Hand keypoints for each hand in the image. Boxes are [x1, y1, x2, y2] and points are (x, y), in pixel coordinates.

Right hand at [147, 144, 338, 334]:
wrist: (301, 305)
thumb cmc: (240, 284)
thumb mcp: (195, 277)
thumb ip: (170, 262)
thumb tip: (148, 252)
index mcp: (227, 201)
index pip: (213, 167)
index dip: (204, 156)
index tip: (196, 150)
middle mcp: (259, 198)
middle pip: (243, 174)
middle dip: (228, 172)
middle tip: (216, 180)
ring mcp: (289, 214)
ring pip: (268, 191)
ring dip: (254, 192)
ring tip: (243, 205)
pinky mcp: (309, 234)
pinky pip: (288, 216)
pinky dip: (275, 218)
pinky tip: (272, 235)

Exercise instructions :: Please write out, exactly as they appear, the line that contains "index pip: (213, 167)" and every line after it up to the end of the entries above, and no others.

Solution to this task ::
index pip: (213, 167)
index dip: (204, 156)
index tip: (196, 150)
middle mcp: (259, 198)
middle pip: (243, 174)
middle dip: (228, 172)
middle tip: (216, 180)
ring mcp: (289, 214)
ring pip: (268, 191)
ring dip: (254, 192)
ring tip: (243, 205)
pinky mcp: (309, 234)
pinky pip: (288, 216)
pinky dip: (275, 218)
pinky tip: (272, 235)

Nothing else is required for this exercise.